=== What is being asked ===
Look through the entries for the string "Mariano", and copy each line that holds it.

=== Stored data ===
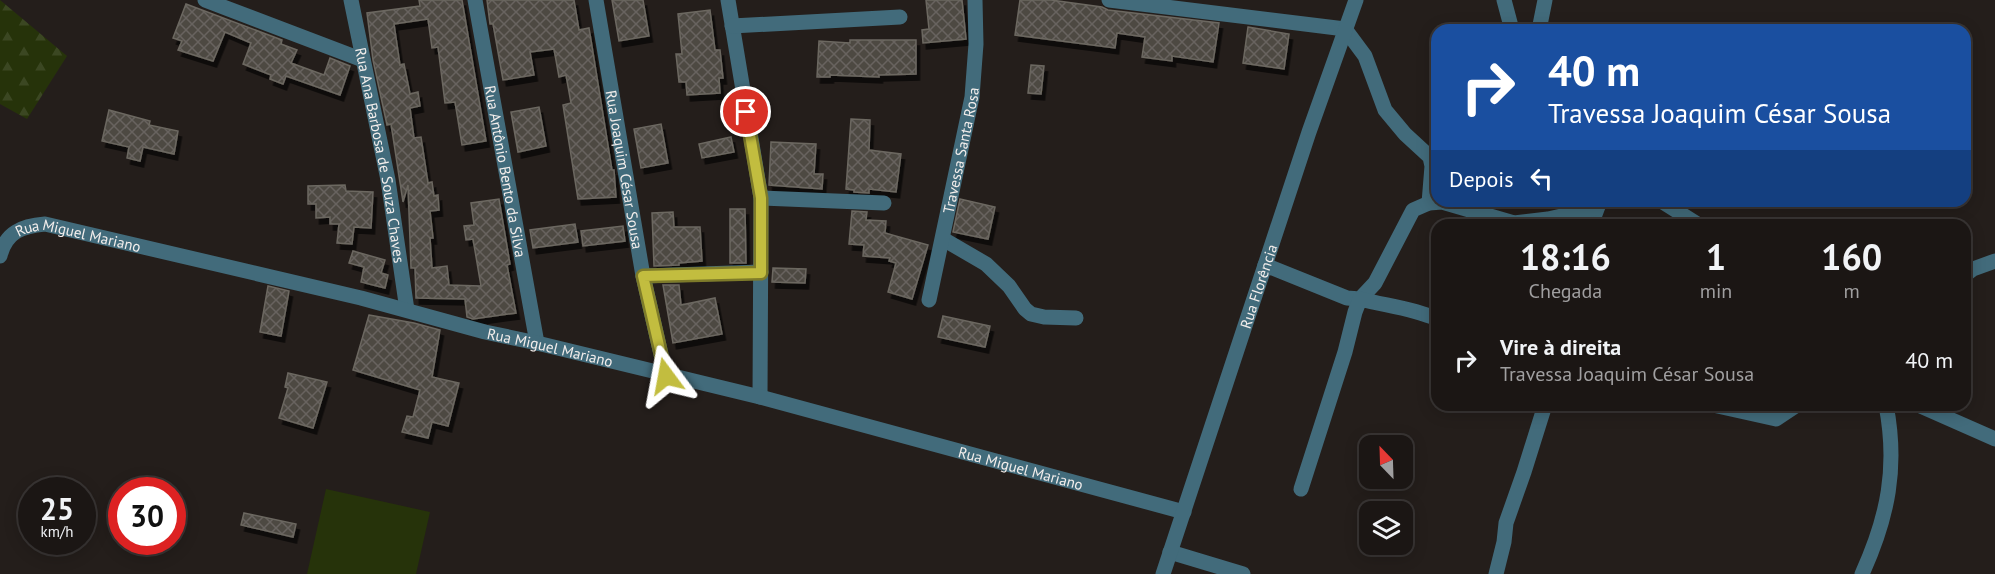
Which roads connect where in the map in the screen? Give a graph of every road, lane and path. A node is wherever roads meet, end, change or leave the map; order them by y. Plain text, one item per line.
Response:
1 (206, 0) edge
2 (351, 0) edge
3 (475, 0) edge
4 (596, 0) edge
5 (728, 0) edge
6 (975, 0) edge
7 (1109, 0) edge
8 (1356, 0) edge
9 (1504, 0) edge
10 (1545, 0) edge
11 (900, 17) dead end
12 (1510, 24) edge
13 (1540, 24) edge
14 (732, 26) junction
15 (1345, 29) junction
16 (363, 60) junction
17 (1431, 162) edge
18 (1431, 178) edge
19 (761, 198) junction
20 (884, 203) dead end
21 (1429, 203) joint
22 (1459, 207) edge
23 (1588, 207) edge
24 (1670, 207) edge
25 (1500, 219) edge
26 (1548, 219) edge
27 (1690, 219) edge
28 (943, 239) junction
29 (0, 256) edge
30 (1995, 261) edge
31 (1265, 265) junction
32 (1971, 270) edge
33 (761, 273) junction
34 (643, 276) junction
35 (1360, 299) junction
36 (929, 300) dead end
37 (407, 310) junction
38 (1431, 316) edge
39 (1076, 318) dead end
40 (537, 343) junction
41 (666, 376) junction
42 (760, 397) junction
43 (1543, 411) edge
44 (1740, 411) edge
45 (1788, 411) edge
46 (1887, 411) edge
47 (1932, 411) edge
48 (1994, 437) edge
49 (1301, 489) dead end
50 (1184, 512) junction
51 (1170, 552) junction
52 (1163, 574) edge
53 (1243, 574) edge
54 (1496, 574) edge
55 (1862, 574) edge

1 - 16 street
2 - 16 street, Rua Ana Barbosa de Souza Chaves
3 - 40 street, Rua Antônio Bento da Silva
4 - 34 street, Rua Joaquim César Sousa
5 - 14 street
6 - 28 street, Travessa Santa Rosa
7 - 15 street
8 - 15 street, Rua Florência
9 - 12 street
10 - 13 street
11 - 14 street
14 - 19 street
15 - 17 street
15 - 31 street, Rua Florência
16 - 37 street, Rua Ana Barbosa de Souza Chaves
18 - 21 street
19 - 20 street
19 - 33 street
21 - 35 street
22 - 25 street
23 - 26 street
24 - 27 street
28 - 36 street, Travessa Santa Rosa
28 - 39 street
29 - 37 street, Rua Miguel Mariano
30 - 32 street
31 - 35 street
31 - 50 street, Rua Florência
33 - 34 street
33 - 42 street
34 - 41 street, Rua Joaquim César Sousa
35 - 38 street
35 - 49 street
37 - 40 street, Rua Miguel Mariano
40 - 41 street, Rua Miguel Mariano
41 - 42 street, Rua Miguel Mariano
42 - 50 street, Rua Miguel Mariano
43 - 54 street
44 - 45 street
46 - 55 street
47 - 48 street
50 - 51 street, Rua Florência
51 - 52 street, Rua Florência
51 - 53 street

=== Result of this exercise ===
29 - 37 street, Rua Miguel Mariano
37 - 40 street, Rua Miguel Mariano
40 - 41 street, Rua Miguel Mariano
41 - 42 street, Rua Miguel Mariano
42 - 50 street, Rua Miguel Mariano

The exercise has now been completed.